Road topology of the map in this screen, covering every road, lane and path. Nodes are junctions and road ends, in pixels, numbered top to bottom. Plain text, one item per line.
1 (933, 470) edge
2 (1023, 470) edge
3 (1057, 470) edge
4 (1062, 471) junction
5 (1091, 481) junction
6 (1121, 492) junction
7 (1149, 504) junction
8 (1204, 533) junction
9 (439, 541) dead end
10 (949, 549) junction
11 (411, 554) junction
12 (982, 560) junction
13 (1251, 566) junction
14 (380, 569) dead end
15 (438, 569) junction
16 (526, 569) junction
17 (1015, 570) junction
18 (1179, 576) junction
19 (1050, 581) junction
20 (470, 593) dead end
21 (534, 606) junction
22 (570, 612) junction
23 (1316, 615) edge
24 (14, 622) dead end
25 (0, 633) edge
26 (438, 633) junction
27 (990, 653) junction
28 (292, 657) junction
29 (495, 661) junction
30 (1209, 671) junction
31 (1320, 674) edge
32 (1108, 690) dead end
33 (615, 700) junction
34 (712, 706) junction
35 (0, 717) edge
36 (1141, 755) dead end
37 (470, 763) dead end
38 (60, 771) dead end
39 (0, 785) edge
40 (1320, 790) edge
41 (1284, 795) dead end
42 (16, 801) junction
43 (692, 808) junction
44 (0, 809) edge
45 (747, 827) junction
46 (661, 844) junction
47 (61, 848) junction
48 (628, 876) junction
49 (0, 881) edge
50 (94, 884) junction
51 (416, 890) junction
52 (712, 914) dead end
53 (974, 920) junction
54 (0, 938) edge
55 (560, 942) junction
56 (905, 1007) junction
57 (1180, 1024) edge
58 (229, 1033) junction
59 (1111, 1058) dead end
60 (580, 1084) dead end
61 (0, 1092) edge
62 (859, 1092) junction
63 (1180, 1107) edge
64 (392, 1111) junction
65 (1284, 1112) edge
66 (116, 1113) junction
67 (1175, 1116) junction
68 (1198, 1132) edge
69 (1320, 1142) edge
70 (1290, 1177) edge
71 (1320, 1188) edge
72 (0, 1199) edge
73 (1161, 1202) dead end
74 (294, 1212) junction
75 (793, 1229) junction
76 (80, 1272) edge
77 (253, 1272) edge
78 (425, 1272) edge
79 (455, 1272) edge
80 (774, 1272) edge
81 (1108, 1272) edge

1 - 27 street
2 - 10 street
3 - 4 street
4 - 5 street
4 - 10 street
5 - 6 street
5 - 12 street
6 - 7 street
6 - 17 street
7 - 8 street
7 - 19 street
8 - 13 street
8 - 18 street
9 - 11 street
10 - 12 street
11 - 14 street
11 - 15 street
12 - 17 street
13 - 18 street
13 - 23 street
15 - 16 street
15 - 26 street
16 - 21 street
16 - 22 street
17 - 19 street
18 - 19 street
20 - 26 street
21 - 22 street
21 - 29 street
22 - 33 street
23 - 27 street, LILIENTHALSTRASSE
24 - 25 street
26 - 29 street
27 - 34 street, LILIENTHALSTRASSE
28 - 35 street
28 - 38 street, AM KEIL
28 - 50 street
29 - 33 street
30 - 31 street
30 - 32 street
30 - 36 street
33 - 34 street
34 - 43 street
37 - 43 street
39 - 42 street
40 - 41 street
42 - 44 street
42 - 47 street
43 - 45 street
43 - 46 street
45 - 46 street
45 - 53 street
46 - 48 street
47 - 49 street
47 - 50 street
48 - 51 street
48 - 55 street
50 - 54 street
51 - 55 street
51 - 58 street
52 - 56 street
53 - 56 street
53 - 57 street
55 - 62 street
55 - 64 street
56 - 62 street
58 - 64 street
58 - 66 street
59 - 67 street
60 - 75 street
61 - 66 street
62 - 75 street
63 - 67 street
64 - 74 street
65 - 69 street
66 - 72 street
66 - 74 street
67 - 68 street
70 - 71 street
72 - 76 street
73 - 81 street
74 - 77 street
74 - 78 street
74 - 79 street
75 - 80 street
|---|
● **Try it**
The lines in the entries above that carry the word "LILIENTHALSTRASSE" must be copied.

● **Response to this task**
23 - 27 street, LILIENTHALSTRASSE
27 - 34 street, LILIENTHALSTRASSE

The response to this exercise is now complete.